On television, Curtin appeared in episodes of New York Undercover, Sex and the City, Law & Order and 30 Rock. In 2013, she was cast in a recurring role as correctional officer Wanda Bell in the Netflix comedy-drama series Orange Is the New Black. Along with cast, she won two Screen Actors Guild Award for Outstanding Performance by an Ensemble in a Comedy Series in 2015 and 2016. She left the series in 2017 and returned for multiple episodes for final season in 2019. From 2016 to 2018, she had a recurring role in the HBO comedy series Insecure and in 2018 played Sandy Langmore in the seventh season of Showtime drama Homeland.
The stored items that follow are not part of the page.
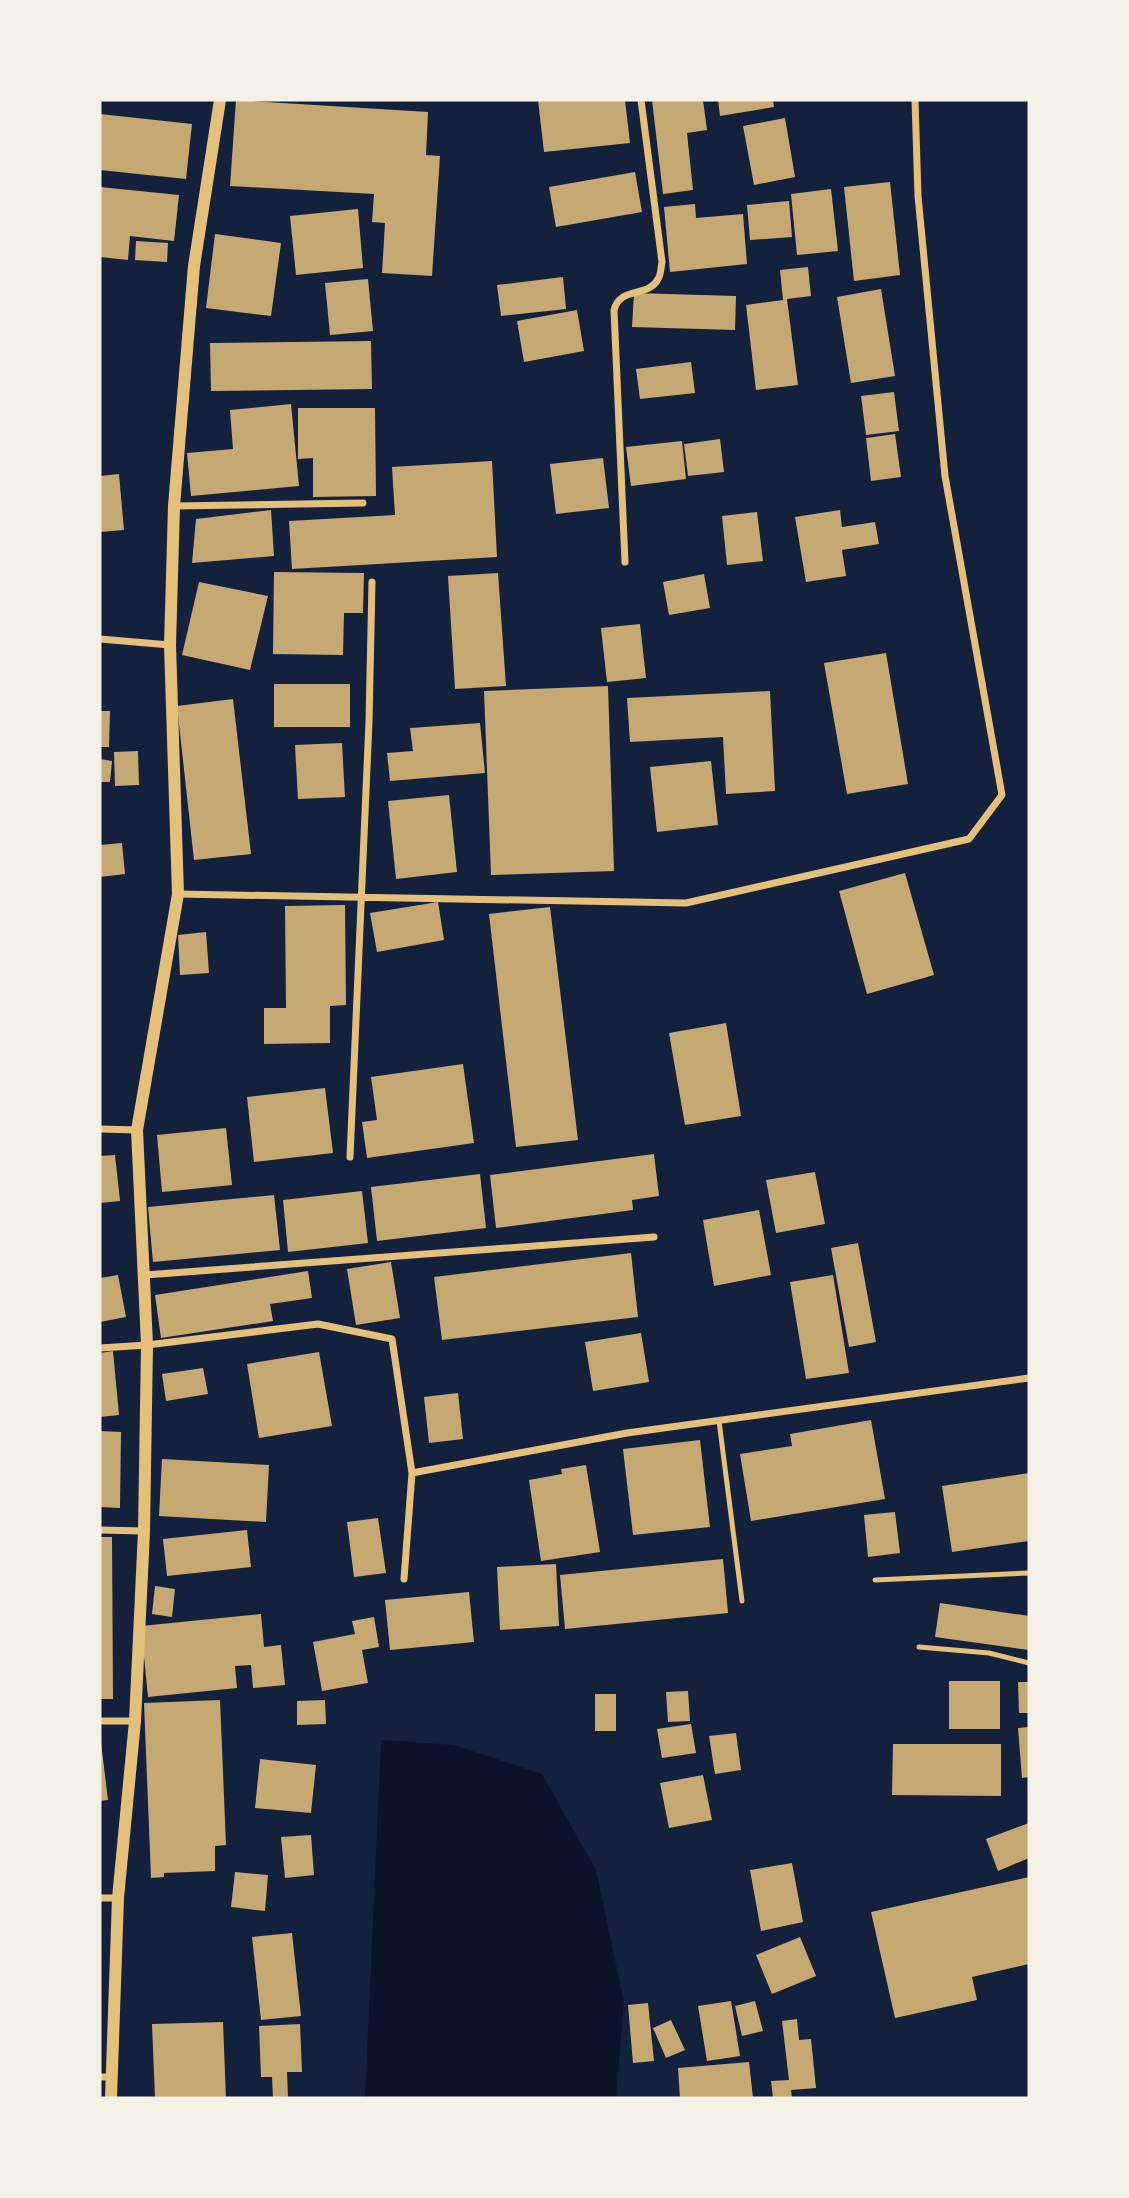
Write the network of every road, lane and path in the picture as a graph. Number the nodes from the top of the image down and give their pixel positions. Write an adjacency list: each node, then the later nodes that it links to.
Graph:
1 (220, 100): 5 (street)
2 (641, 100): 6 (street)
3 (915, 100): 11 (street)
4 (363, 503): 5 (street)
5 (174, 506): 9 (street)
6 (625, 562)
7 (372, 582): 11 (street)
8 (100, 639): 9 (street)
9 (170, 645): 10 (street)
10 (178, 894): 11 (street); 13 (street)
11 (361, 895): 14 (street)
12 (100, 1129): 13 (street)
13 (137, 1130): 16 (street)
14 (350, 1157)
15 (654, 1237): 16 (street)
16 (145, 1275): 17 (street)
17 (147, 1345): 18 (street); 21 (street); 23 (street)
18 (100, 1348)
19 (1029, 1378): 20 (street)
20 (719, 1421): 21 (street); 27 (lane)
21 (412, 1473): 25 (street)
22 (100, 1530): 23 (street)
23 (144, 1531): 31 (street)
24 (1029, 1573): 26 (lane)
25 (404, 1579)
26 (875, 1580)
27 (742, 1601)
28 (919, 1647): 29 (lane)
29 (1029, 1663)
30 (100, 1721): 31 (street)
31 (135, 1721): 33 (street)
32 (100, 1898): 33 (street)
33 (118, 1898): 34 (street)
34 (106, 2077): 35 (street)
35 (111, 2098)

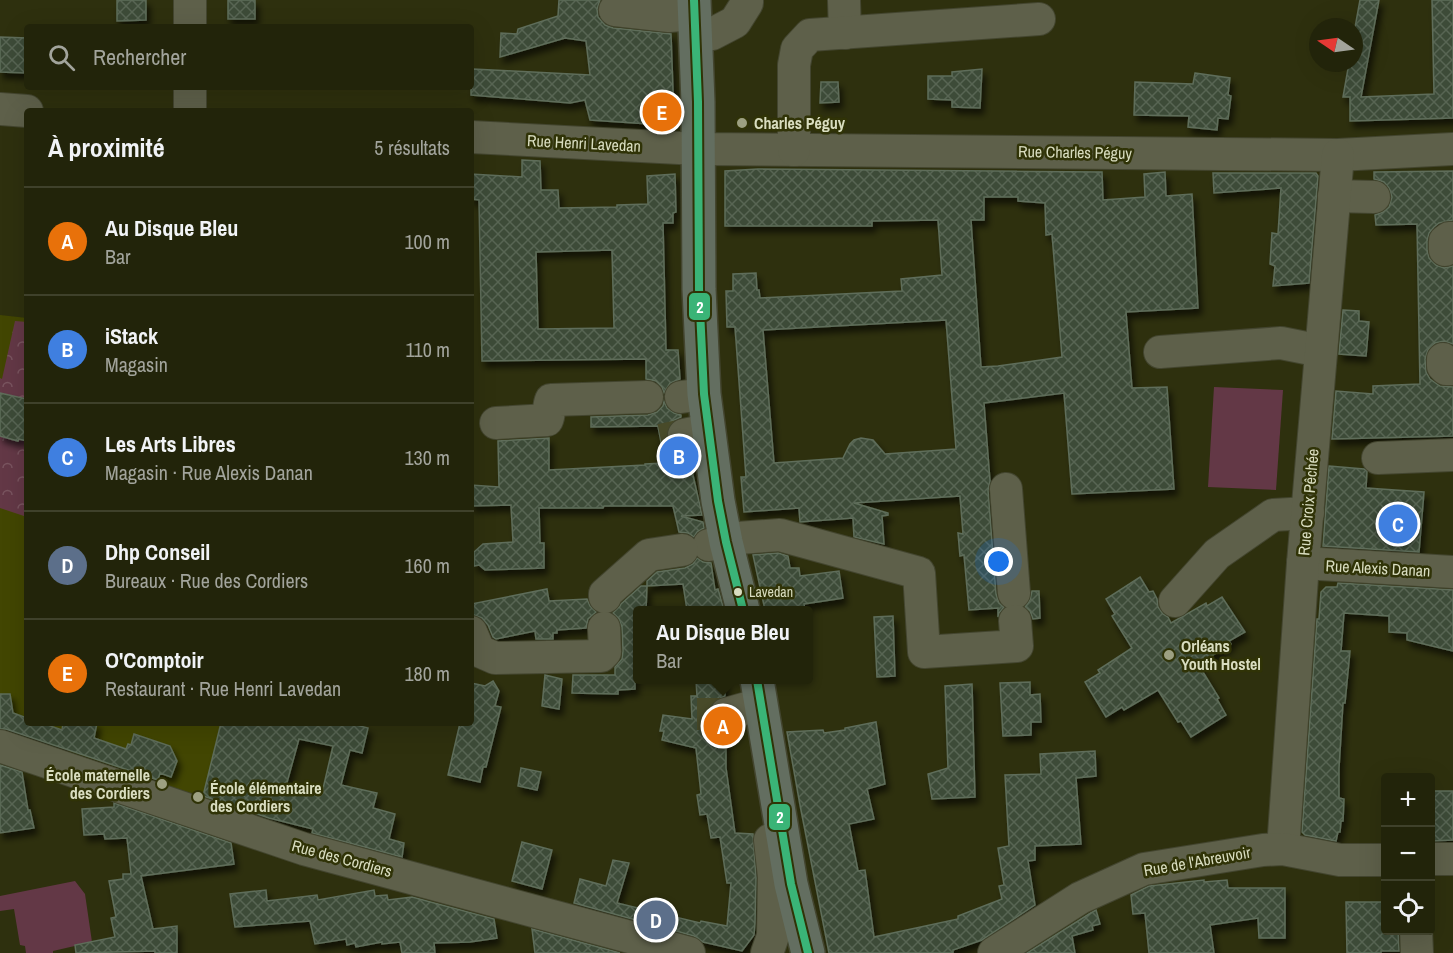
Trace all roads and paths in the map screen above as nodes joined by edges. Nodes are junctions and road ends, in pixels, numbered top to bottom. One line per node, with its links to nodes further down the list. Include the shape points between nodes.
1 (190, 0): 7 (street)
2 (747, 0): 5 (street, via 735,22 712,34)
3 (844, 0): 8 (street)
4 (615, 10): 5 (street)
5 (694, 17): 14 (main road)
6 (1039, 20): 8 (street)
7 (190, 24)
8 (845, 33): 16 (street, via 810,35 797,49)
9 (190, 90): 10 (street)
10 (190, 108)
11 (0, 109): 12 (street)
12 (24, 111)
13 (474, 137): 14 (street, Rue Henri Lavedan)
14 (698, 149): 16 (street, Rue Charles Péguy); 28 (main road, via 699,289 692,395 696,432 718,501)
15 (1453, 149): 17 (street, Rue Charles Péguy)
16 (794, 150): 17 (street, Rue Charles Péguy)
17 (1338, 155): 18 (street, Rue Croix Pêchée)
18 (1334, 196): 19 (street); 20 (street, Rue Croix Pêchée)
19 (1374, 197)
20 (1321, 351): 21 (street, via 1281,343); 27 (street, Rue Croix Pêchée)
21 (1160, 352)
22 (647, 398): 23 (street, via 551,400 547,420)
23 (496, 423)
24 (1453, 455): 25 (street)
25 (1378, 458)
26 (1006, 489): 28 (street, via 1017,646 924,652 919,573 780,536 738,538)
27 (1308, 513): 29 (street, Rue Croix Pêchée); 31 (street, via 1273,515 1218,554)
28 (706, 546): 32 (main road); 33 (street, via 649,555 605,594 605,652 601,656 495,658 479,651)
29 (1303, 563): 30 (street, Rue Alexis Danan); 36 (street, Rue Croix Pêchée)
30 (1453, 572)
31 (1175, 601)
32 (741, 606)
33 (474, 639)
34 (748, 697): 40 (main road); 43 (street, via 763,778 774,877 773,936)
35 (0, 746): 42 (street, Rue des Cordiers, via 304,849)
36 (1283, 849): 39 (street, Rue de l'Abreuvoir, via 1340,860); 46 (street, Rue de l'Abreuvoir, via 1144,869 1080,898)
37 (1435, 859): 38 (street)
38 (1453, 859)
39 (1381, 860)
40 (791, 884): 44 (main road); 45 (main road)
41 (1416, 935): 47 (street)
42 (689, 953)
43 (767, 953)
44 (786, 953)
45 (808, 953)
46 (994, 953)
47 (1417, 953)

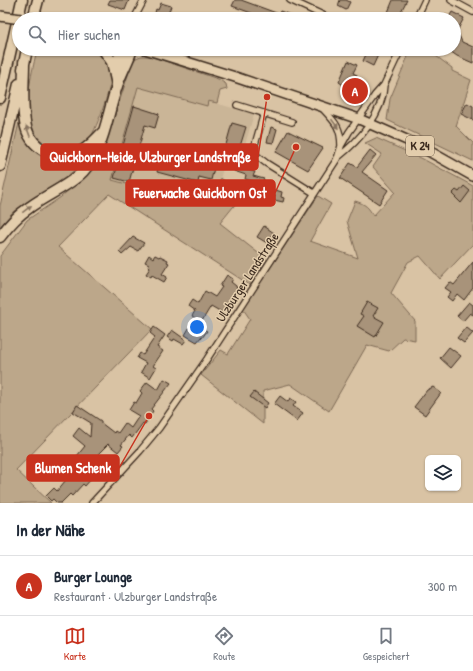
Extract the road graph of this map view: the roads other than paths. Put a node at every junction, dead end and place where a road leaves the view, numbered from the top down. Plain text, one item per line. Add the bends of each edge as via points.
1 (22, 0) edge
2 (38, 0) edge
3 (144, 0) edge
4 (290, 0) edge
5 (425, 0) edge
6 (451, 0) edge
7 (19, 12) edge
8 (35, 12) edge
9 (138, 12) edge
10 (316, 12) edge
11 (419, 12) edge
12 (473, 12) edge
13 (0, 16) edge
14 (12, 18) edge
15 (12, 45) edge
16 (11, 50) junction
17 (25, 56) edge
18 (108, 56) edge
19 (120, 56) edge
20 (130, 56) edge
21 (165, 56) edge
22 (396, 56) edge
23 (24, 62) junction
24 (115, 69) junction
25 (0, 77) edge
26 (117, 85) junction
27 (384, 85) junction
28 (0, 98) edge
29 (237, 105) dead end
30 (319, 106) junction
31 (264, 113) junction
32 (359, 119) junction
33 (292, 122) dead end
34 (370, 124) junction
35 (103, 131) junction
36 (341, 146) junction
37 (337, 159) junction
38 (0, 166) edge
39 (473, 176) edge
40 (314, 194) junction
41 (0, 237) edge
42 (92, 503) edge

1 - 7 highway
2 - 8 highway
3 - 9 street
4 - 10 street
5 - 11 street
6 - 12 street
13 - 14 main road, bridge
15 - 16 highway
16 - 25 highway
16 - 28 highway
17 - 23 highway
18 - 24 highway
19 - 24 highway
20 - 26 highway
21 - 30 main road, K 24
22 - 27 street, Ulzburger Landstraße
35 -> 23 highway via 88,147 73,155 55,155 37,145 30,138 24,117
23 - 38 highway
24 - 26 highway
26 - 35 highway
27 - 32 street, Ulzburger Landstraße
27 - 34 street, Ulzburger Landstraße via 377,114
29 - 31 street
30 - 32 main road, K 24
30 -> 36 street, Ulzburger Landstraße via 338,125
31 - 33 street
31 - 40 street via 255,152 266,163
32 - 34 main road, K 24
32 - 36 street, Ulzburger Landstraße
34 - 37 street, Ulzburger Landstraße
34 - 39 main road, K 24 via 418,145
41 -> 35 highway via 29,207 77,177 96,153
36 - 37 street, Ulzburger Landstraße
37 - 40 street, Ulzburger Landstraße
40 - 42 street, Ulzburger Landstraße via 159,428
In 2017, she began a recurring role as Dustin's mother Claudia Henderson in the Netflix horror series Stranger Things.

Curtin has played supporting roles in a number of films, including Extremely Loud & Incredibly Close (2011), The Wolf of Wall Street (2013), Catfight (2016), The Light of the Moon (2017), Beauty Mark (2017), Bad Education (2019), The Half of It (2020), Werewolves Within (2021), Worth (2021) and Red Pill (2021).

Filmography

Film

Television

References

External links

Living people
Actresses from New York City
American television actresses
American film actresses
American stage actresses
20th-century American actresses
21st-century American actresses
Year of birth missing (living people)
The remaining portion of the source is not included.